Source data: Begin

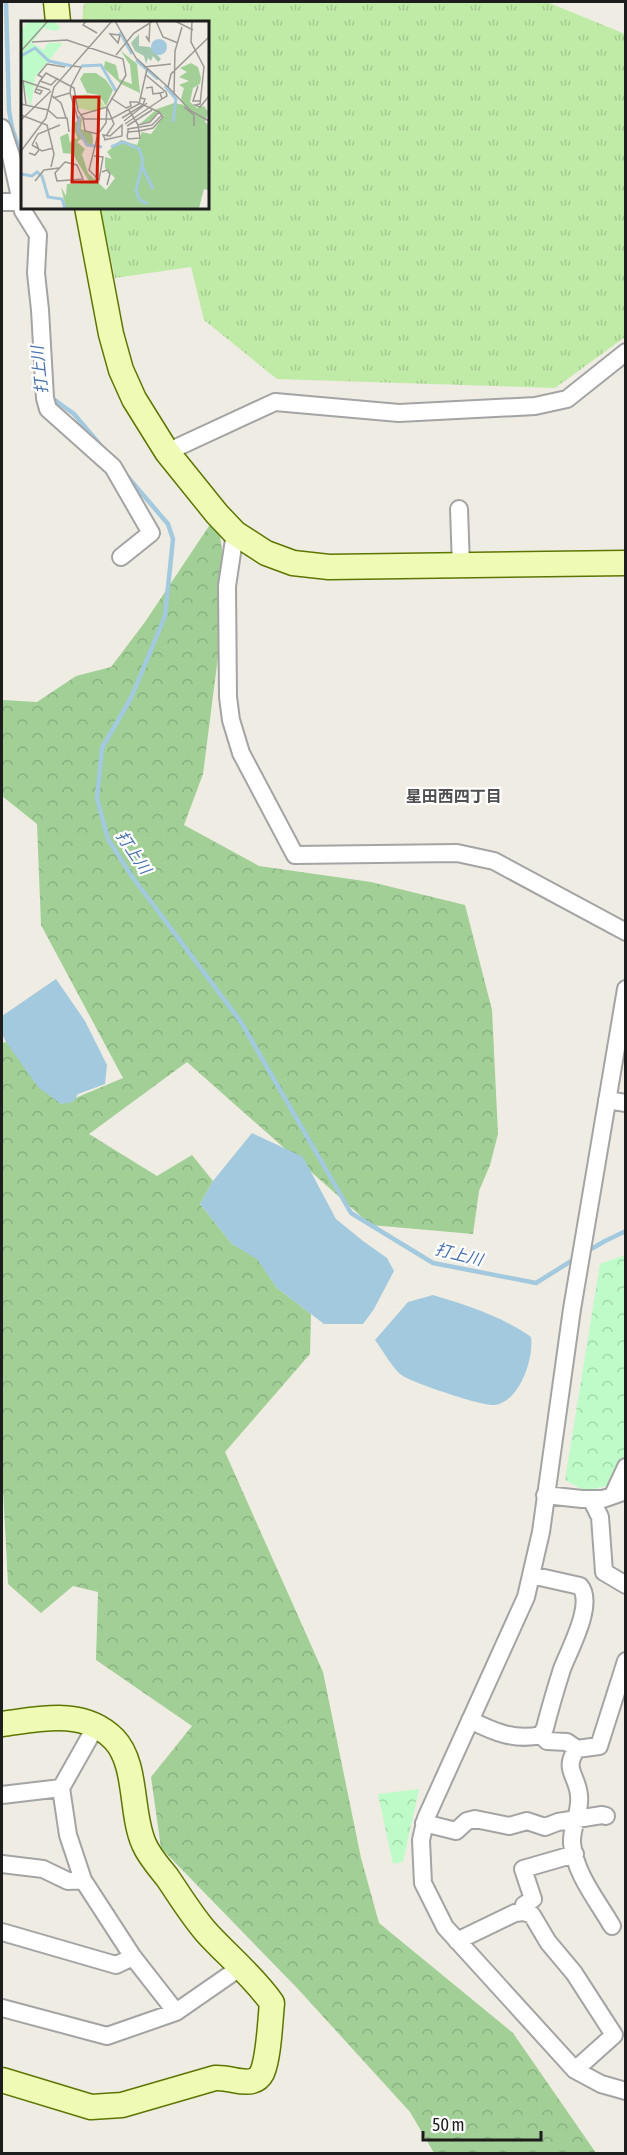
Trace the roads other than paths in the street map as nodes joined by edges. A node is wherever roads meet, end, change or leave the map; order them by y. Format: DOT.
graph roads {
  1 [pos="56,2"];
  2 [pos="58,21"];
  3 [pos="2,128"];
  4 [pos="2,202"];
  5 [pos="21,202"];
  6 [pos="22,208"];
  7 [pos="87,208"];
  8 [pos="626,352"];
  9 [pos="167,452"];
  10 [pos="459,508"];
  11 [pos="234,533"];
  12 [pos="121,557"];
  13 [pos="626,562"];
  14 [pos="461,566"];
  15 [pos="626,932"];
  16 [pos="626,989"];
  17 [pos="607,1100"];
  18 [pos="626,1103"];
  19 [pos="626,1467"];
  20 [pos="619,1493"];
  21 [pos="545,1495"];
  22 [pos="591,1499"];
  23 [pos="604,1572"];
  24 [pos="531,1575"];
  25 [pos="626,1585"];
  26 [pos="582,1589"];
  27 [pos="626,1660"];
  28 [pos="470,1720"];
  29 [pos="2,1724"];
  30 [pos="96,1726"];
  31 [pos="542,1735"];
  32 [pos="577,1749"];
  33 [pos="61,1788"];
  34 [pos="2,1795"];
  35 [pos="606,1816"];
  36 [pos="576,1820"];
  37 [pos="424,1824"];
  38 [pos="575,1854"];
  39 [pos="2,1864"];
  40 [pos="83,1880"];
  41 [pos="524,1912"];
  42 [pos="612,1926"];
  43 [pos="2,1932"];
  44 [pos="457,1941"];
  45 [pos="133,1957"];
  46 [pos="241,1967"];
  47 [pos="2,2008"];
  48 [pos="176,2012"];
  49 [pos="575,2070"];
  50 [pos="2,2080"];
  51 [pos="626,2091"];
  1 -- 2 [label="street"];
  3 -- 5 [label="street"];
  4 -- 5 [label="street"];
  6 -- 12 [label="street"];
  7 -- 9 [label="street"];
  8 -- 9 [label="street"];
  9 -- 11 [label="street"];
  10 -- 14 [label="street"];
  11 -- 14 [label="street"];
  11 -- 15 [label="street"];
  13 -- 14 [label="street"];
  16 -- 17 [label="street"];
  17 -- 18 [label="street"];
  17 -- 21 [label="street"];
  19 -- 20 [label="street"];
  20 -- 22 [label="street"];
  21 -- 22 [label="street"];
  21 -- 24 [label="street"];
  22 -- 23 [label="street"];
  23 -- 25 [label="street"];
  23 -- 26 [label="street"];
  24 -- 26 [label="street"];
  24 -- 28 [label="street"];
  26 -- 31 [label="street"];
  27 -- 32 [label="street"];
  28 -- 31 [label="street"];
  28 -- 37 [label="street"];
  29 -- 30 [label="street"];
  30 -- 33 [label="street"];
  30 -- 46 [label="street"];
  31 -- 32 [label="street"];
  32 -- 36 [label="street"];
  33 -- 34 [label="street"];
  33 -- 40 [label="street"];
  35 -- 36 [label="street"];
  36 -- 37 [label="street"];
  36 -- 38 [label="street"];
  37 -- 44 [label="street"];
  38 -- 41 [label="street"];
  38 -- 42 [label="street"];
  39 -- 40 [label="street"];
  40 -- 45 [label="street"];
  41 -- 44 [label="street"];
  41 -- 49 [label="street"];
  43 -- 45 [label="street"];
  44 -- 49 [label="street"];
  45 -- 48 [label="street"];
  46 -- 48 [label="street"];
  46 -- 50 [label="street"];
  47 -- 48 [label="street"];
  49 -- 51 [label="street"];
}
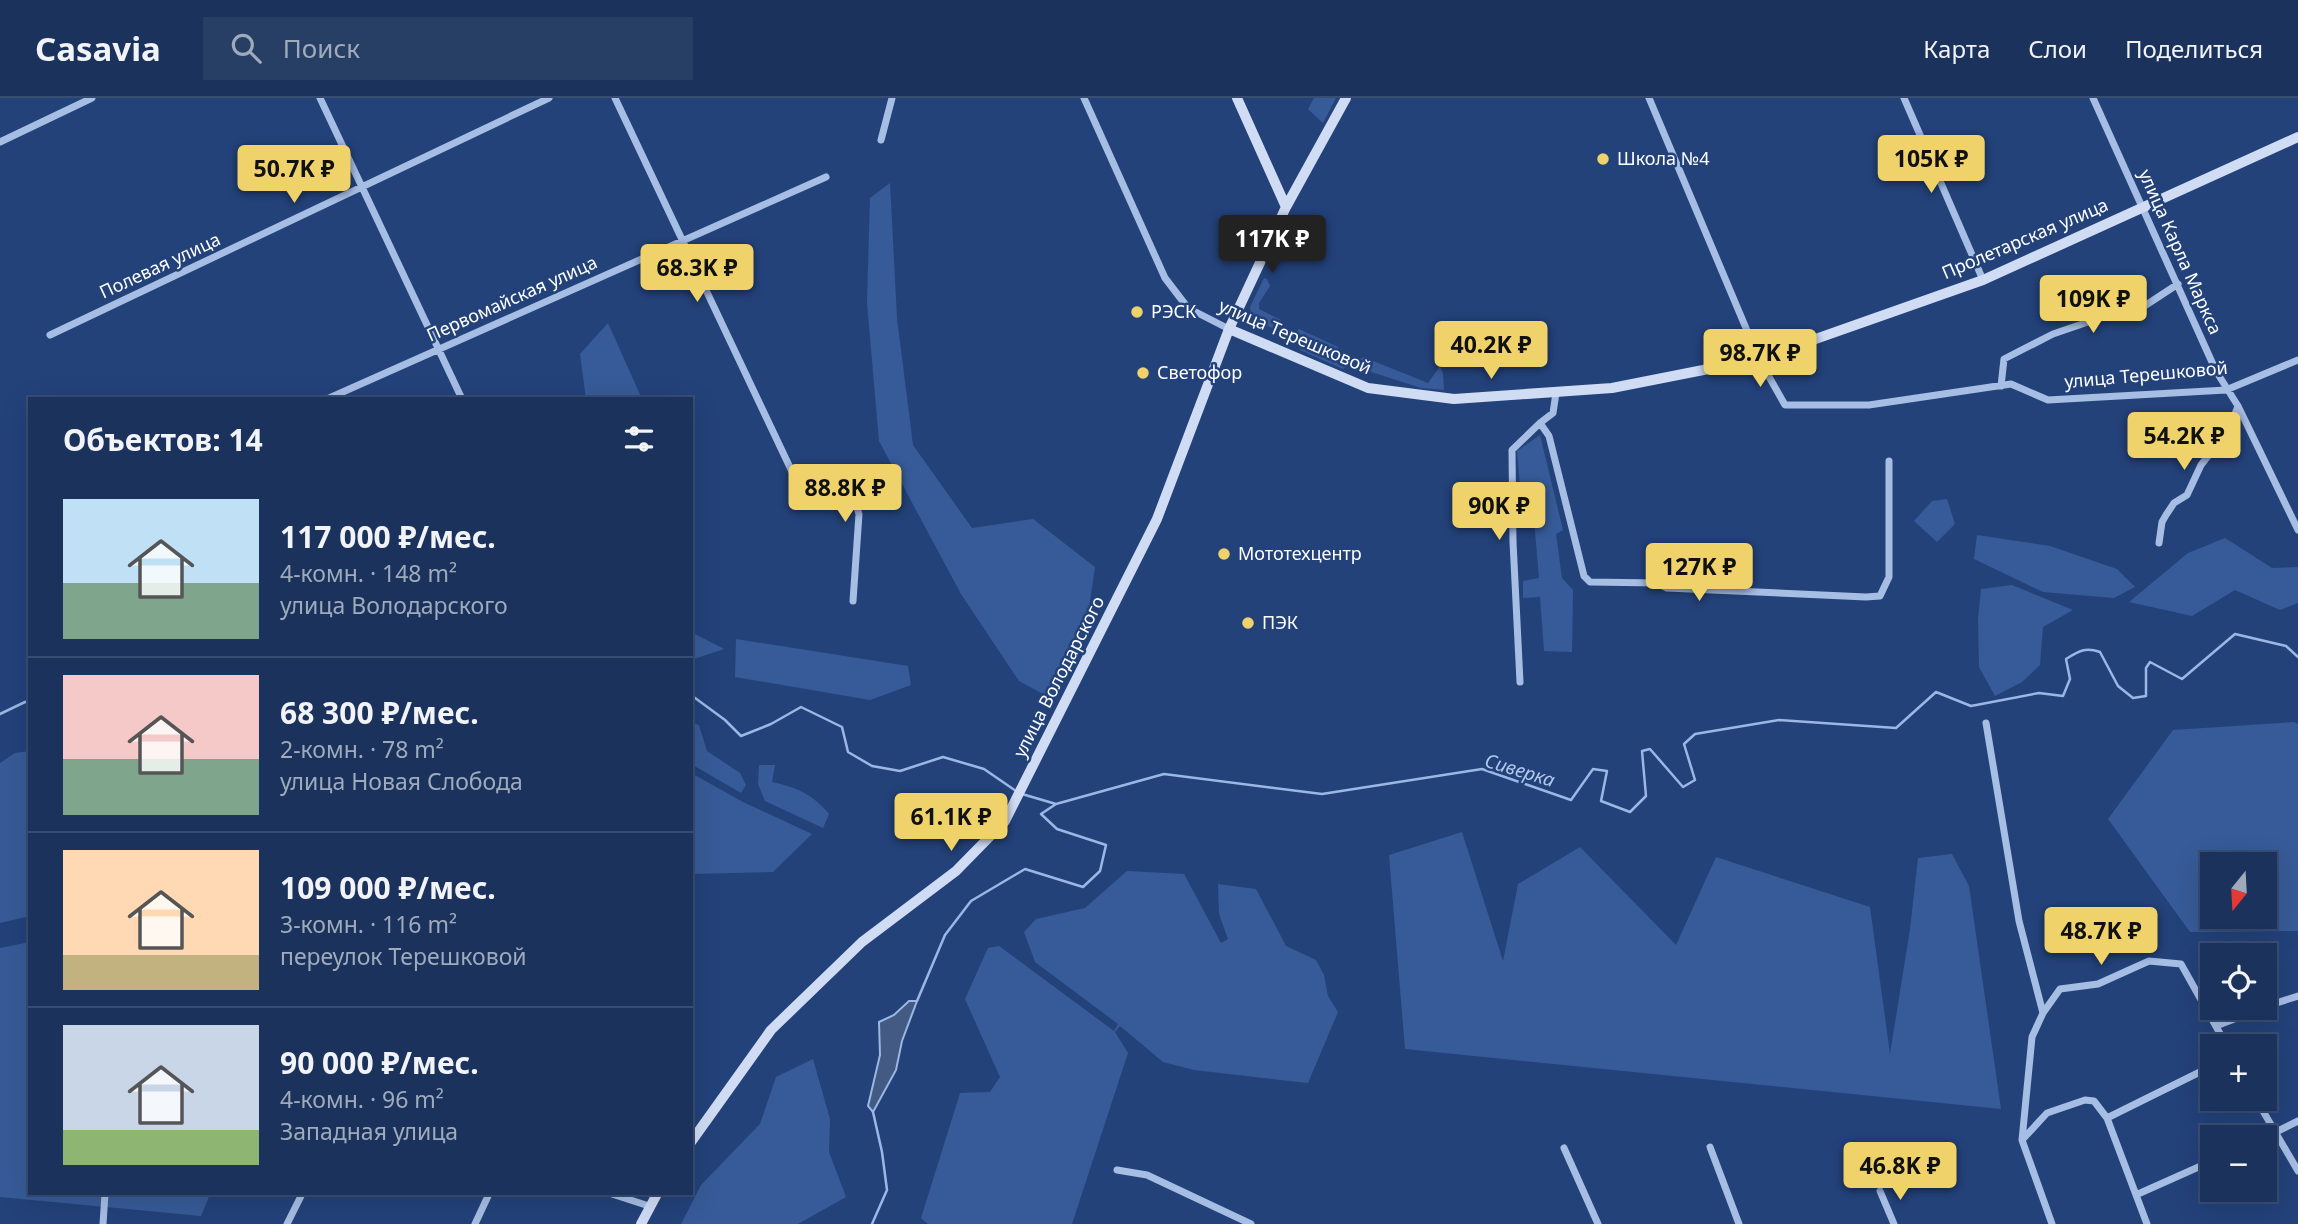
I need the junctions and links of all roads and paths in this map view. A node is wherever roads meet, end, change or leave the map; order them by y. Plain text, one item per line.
1 (92, 98) edge
2 (320, 98) edge
3 (549, 98) edge
4 (615, 98) edge
5 (892, 98) edge
6 (1084, 98) edge
7 (1237, 98) edge
8 (1346, 98) edge
9 (1649, 98) edge
10 (1904, 98) edge
11 (2093, 98) edge
12 (2298, 137) edge
13 (881, 139) dead end
14 (0, 142) edge
15 (826, 177) dead end
16 (363, 188) junction
17 (1286, 206) junction
18 (2142, 207) junction
19 (682, 241) junction
20 (1983, 280) junction
21 (2178, 284) junction
22 (1229, 329) junction
23 (50, 335) dead end
24 (438, 349) junction
25 (1759, 359) junction
26 (2298, 360) edge
27 (2001, 386) junction
28 (2226, 390) junction
29 (1556, 393) junction
30 (331, 397) edge
31 (461, 397) edge
32 (2238, 406) junction
33 (1540, 423) junction
34 (1889, 461) dead end
35 (797, 482) junction
36 (804, 498) dead end
37 (2298, 530) edge
38 (2159, 543) dead end
39 (853, 601) dead end
40 (1520, 682) dead end
41 (1986, 723) dead end
42 (2298, 996) edge
43 (2277, 1003) edge
44 (2043, 1013) junction
45 (2232, 1020) edge
46 (2216, 1026) junction
47 (2220, 1034) edge
48 (2200, 1072) edge
49 (2107, 1118) junction
50 (2298, 1121) edge
51 (2277, 1132) edge
52 (2277, 1136) edge
53 (693, 1139) edge
54 (2022, 1140) junction
55 (1710, 1147) dead end
56 (1564, 1148) dead end
57 (2200, 1167) edge
58 (1117, 1170) dead end
59 (2298, 1171) edge
60 (1880, 1191) dead end
61 (104, 1195) edge
62 (302, 1195) edge
63 (489, 1195) edge
64 (615, 1195) edge
65 (656, 1195) edge
66 (2138, 1195) junction
67 (649, 1206) junction
68 (103, 1224) edge
69 (287, 1224) edge
70 (475, 1224) edge
71 (641, 1224) edge
72 (1251, 1224) edge
73 (1598, 1224) edge
74 (1738, 1224) edge
75 (1894, 1224) edge
76 (2052, 1224) edge
77 (2147, 1224) edge

1 - 14 street
2 - 16 street
3 - 16 street, Полевая улица
4 - 19 street
5 - 13 street
6 - 22 street, улица Терешковой
7 - 17 main road
8 - 17 main road
9 - 25 street
10 - 20 street
11 - 18 street, улица Карла Маркса
12 - 18 main road, Пролетарская улица
15 - 19 street, Первомайская улица
16 - 23 street, Полевая улица
16 - 24 street
17 - 22 main road
18 - 20 main road, Пролетарская улица
18 - 21 street, улица Карла Маркса
19 - 24 street, Первомайская улица
19 - 35 street
20 - 25 main road, Пролетарская улица
21 - 27 street
21 - 28 street, улица Карла Маркса
22 - 29 main road, улица Терешковой
22 - 53 main road, улица Володарского
24 - 30 street, Первомайская улица
24 - 31 street
25 - 27 street, улица Терешковой
25 - 29 main road, улица Терешковой
26 - 28 street, улица Терешковой
27 - 28 street, улица Терешковой
28 - 32 street, улица Карла Маркса
29 - 33 street
32 - 37 street, улица Карла Маркса
32 - 38 street
33 - 34 street
33 - 40 street
35 - 36 street
35 - 39 street
41 - 44 street
42 - 43 street
44 - 46 street
44 - 54 street
45 - 46 street
46 - 47 street
48 - 49 street
49 - 54 street
49 - 66 street
50 - 51 street
52 - 59 street
54 - 76 street
55 - 74 street
56 - 73 street
57 - 66 street
58 - 72 street
60 - 75 street
61 - 68 street
62 - 69 street
63 - 70 street
64 - 67 street
65 - 67 main road
66 - 77 street
67 - 71 main road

Source data: End

Description of the task: Without the pictures, transcribe the listing above exactly.

Completed task:
Trace the roads other than paths in the street map as nodes joined by edges. A node is wherever roads meet, end, change or leave the map; order them by y. Format: DOT.
graph roads {
  1 [pos="56,2"];
  2 [pos="58,21"];
  3 [pos="2,128"];
  4 [pos="2,202"];
  5 [pos="21,202"];
  6 [pos="22,208"];
  7 [pos="87,208"];
  8 [pos="626,352"];
  9 [pos="167,452"];
  10 [pos="459,508"];
  11 [pos="234,533"];
  12 [pos="121,557"];
  13 [pos="626,562"];
  14 [pos="461,566"];
  15 [pos="626,932"];
  16 [pos="626,989"];
  17 [pos="607,1100"];
  18 [pos="626,1103"];
  19 [pos="626,1467"];
  20 [pos="619,1493"];
  21 [pos="545,1495"];
  22 [pos="591,1499"];
  23 [pos="604,1572"];
  24 [pos="531,1575"];
  25 [pos="626,1585"];
  26 [pos="582,1589"];
  27 [pos="626,1660"];
  28 [pos="470,1720"];
  29 [pos="2,1724"];
  30 [pos="96,1726"];
  31 [pos="542,1735"];
  32 [pos="577,1749"];
  33 [pos="61,1788"];
  34 [pos="2,1795"];
  35 [pos="606,1816"];
  36 [pos="576,1820"];
  37 [pos="424,1824"];
  38 [pos="575,1854"];
  39 [pos="2,1864"];
  40 [pos="83,1880"];
  41 [pos="524,1912"];
  42 [pos="612,1926"];
  43 [pos="2,1932"];
  44 [pos="457,1941"];
  45 [pos="133,1957"];
  46 [pos="241,1967"];
  47 [pos="2,2008"];
  48 [pos="176,2012"];
  49 [pos="575,2070"];
  50 [pos="2,2080"];
  51 [pos="626,2091"];
  1 -- 2 [label="street"];
  3 -- 5 [label="street"];
  4 -- 5 [label="street"];
  6 -- 12 [label="street"];
  7 -- 9 [label="street"];
  8 -- 9 [label="street"];
  9 -- 11 [label="street"];
  10 -- 14 [label="street"];
  11 -- 14 [label="street"];
  11 -- 15 [label="street"];
  13 -- 14 [label="street"];
  16 -- 17 [label="street"];
  17 -- 18 [label="street"];
  17 -- 21 [label="street"];
  19 -- 20 [label="street"];
  20 -- 22 [label="street"];
  21 -- 22 [label="street"];
  21 -- 24 [label="street"];
  22 -- 23 [label="street"];
  23 -- 25 [label="street"];
  23 -- 26 [label="street"];
  24 -- 26 [label="street"];
  24 -- 28 [label="street"];
  26 -- 31 [label="street"];
  27 -- 32 [label="street"];
  28 -- 31 [label="street"];
  28 -- 37 [label="street"];
  29 -- 30 [label="street"];
  30 -- 33 [label="street"];
  30 -- 46 [label="street"];
  31 -- 32 [label="street"];
  32 -- 36 [label="street"];
  33 -- 34 [label="street"];
  33 -- 40 [label="street"];
  35 -- 36 [label="street"];
  36 -- 37 [label="street"];
  36 -- 38 [label="street"];
  37 -- 44 [label="street"];
  38 -- 41 [label="street"];
  38 -- 42 [label="street"];
  39 -- 40 [label="street"];
  40 -- 45 [label="street"];
  41 -- 44 [label="street"];
  41 -- 49 [label="street"];
  43 -- 45 [label="street"];
  44 -- 49 [label="street"];
  45 -- 48 [label="street"];
  46 -- 48 [label="street"];
  46 -- 50 [label="street"];
  47 -- 48 [label="street"];
  49 -- 51 [label="street"];
}
I need the junctions and links of all roads and paths in this map view. A node is wherever roads meet, end, change or leave the map; order them by y. Plain text, one item per line.
1 (92, 98) edge
2 (320, 98) edge
3 (549, 98) edge
4 (615, 98) edge
5 (892, 98) edge
6 (1084, 98) edge
7 (1237, 98) edge
8 (1346, 98) edge
9 (1649, 98) edge
10 (1904, 98) edge
11 (2093, 98) edge
12 (2298, 137) edge
13 (881, 139) dead end
14 (0, 142) edge
15 (826, 177) dead end
16 (363, 188) junction
17 (1286, 206) junction
18 (2142, 207) junction
19 (682, 241) junction
20 (1983, 280) junction
21 (2178, 284) junction
22 (1229, 329) junction
23 (50, 335) dead end
24 (438, 349) junction
25 (1759, 359) junction
26 (2298, 360) edge
27 (2001, 386) junction
28 (2226, 390) junction
29 (1556, 393) junction
30 (331, 397) edge
31 (461, 397) edge
32 (2238, 406) junction
33 (1540, 423) junction
34 (1889, 461) dead end
35 (797, 482) junction
36 (804, 498) dead end
37 (2298, 530) edge
38 (2159, 543) dead end
39 (853, 601) dead end
40 (1520, 682) dead end
41 (1986, 723) dead end
42 (2298, 996) edge
43 (2277, 1003) edge
44 (2043, 1013) junction
45 (2232, 1020) edge
46 (2216, 1026) junction
47 (2220, 1034) edge
48 (2200, 1072) edge
49 (2107, 1118) junction
50 (2298, 1121) edge
51 (2277, 1132) edge
52 (2277, 1136) edge
53 (693, 1139) edge
54 (2022, 1140) junction
55 (1710, 1147) dead end
56 (1564, 1148) dead end
57 (2200, 1167) edge
58 (1117, 1170) dead end
59 (2298, 1171) edge
60 (1880, 1191) dead end
61 (104, 1195) edge
62 (302, 1195) edge
63 (489, 1195) edge
64 (615, 1195) edge
65 (656, 1195) edge
66 (2138, 1195) junction
67 (649, 1206) junction
68 (103, 1224) edge
69 (287, 1224) edge
70 (475, 1224) edge
71 (641, 1224) edge
72 (1251, 1224) edge
73 (1598, 1224) edge
74 (1738, 1224) edge
75 (1894, 1224) edge
76 (2052, 1224) edge
77 (2147, 1224) edge

1 - 14 street
2 - 16 street
3 - 16 street, Полевая улица
4 - 19 street
5 - 13 street
6 - 22 street, улица Терешковой
7 - 17 main road
8 - 17 main road
9 - 25 street
10 - 20 street
11 - 18 street, улица Карла Маркса
12 - 18 main road, Пролетарская улица
15 - 19 street, Первомайская улица
16 - 23 street, Полевая улица
16 - 24 street
17 - 22 main road
18 - 20 main road, Пролетарская улица
18 - 21 street, улица Карла Маркса
19 - 24 street, Первомайская улица
19 - 35 street
20 - 25 main road, Пролетарская улица
21 - 27 street
21 - 28 street, улица Карла Маркса
22 - 29 main road, улица Терешковой
22 - 53 main road, улица Володарского
24 - 30 street, Первомайская улица
24 - 31 street
25 - 27 street, улица Терешковой
25 - 29 main road, улица Терешковой
26 - 28 street, улица Терешковой
27 - 28 street, улица Терешковой
28 - 32 street, улица Карла Маркса
29 - 33 street
32 - 37 street, улица Карла Маркса
32 - 38 street
33 - 34 street
33 - 40 street
35 - 36 street
35 - 39 street
41 - 44 street
42 - 43 street
44 - 46 street
44 - 54 street
45 - 46 street
46 - 47 street
48 - 49 street
49 - 54 street
49 - 66 street
50 - 51 street
52 - 59 street
54 - 76 street
55 - 74 street
56 - 73 street
57 - 66 street
58 - 72 street
60 - 75 street
61 - 68 street
62 - 69 street
63 - 70 street
64 - 67 street
65 - 67 main road
66 - 77 street
67 - 71 main road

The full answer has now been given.